Could you print the entries below exactly, starting at the line that contains "thumb ip: (1193, 805)" and stopping after the last one?

==============================

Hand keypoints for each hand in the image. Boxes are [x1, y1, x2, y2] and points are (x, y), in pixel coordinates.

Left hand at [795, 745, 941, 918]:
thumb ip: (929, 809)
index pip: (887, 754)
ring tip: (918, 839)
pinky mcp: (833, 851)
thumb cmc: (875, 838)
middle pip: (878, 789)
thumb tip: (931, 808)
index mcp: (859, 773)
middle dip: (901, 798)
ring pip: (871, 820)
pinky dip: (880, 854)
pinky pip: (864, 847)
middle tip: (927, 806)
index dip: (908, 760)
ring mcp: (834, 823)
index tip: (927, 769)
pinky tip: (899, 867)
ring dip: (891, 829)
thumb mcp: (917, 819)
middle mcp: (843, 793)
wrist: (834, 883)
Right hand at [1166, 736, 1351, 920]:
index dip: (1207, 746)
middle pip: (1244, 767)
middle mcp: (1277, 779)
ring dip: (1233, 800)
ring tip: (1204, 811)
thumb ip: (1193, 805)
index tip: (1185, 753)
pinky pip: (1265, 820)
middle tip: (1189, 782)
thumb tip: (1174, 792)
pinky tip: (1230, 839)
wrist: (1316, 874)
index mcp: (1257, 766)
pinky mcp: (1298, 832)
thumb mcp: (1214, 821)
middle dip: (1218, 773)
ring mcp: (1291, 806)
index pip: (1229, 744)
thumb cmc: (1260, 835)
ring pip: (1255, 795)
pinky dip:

==============================

### REPLY
thumb ip: (1193, 805)
index tip: (1185, 753)
pinky pip: (1265, 820)
middle tip: (1189, 782)
thumb tip: (1174, 792)
pinky tip: (1230, 839)
wrist: (1316, 874)
index mcp: (1257, 766)
pinky mcp: (1298, 832)
thumb mcp: (1214, 821)
middle dip: (1218, 773)
ring mcp: (1291, 806)
index pip: (1229, 744)
thumb cmc: (1260, 835)
ring pip: (1255, 795)
pinky dip:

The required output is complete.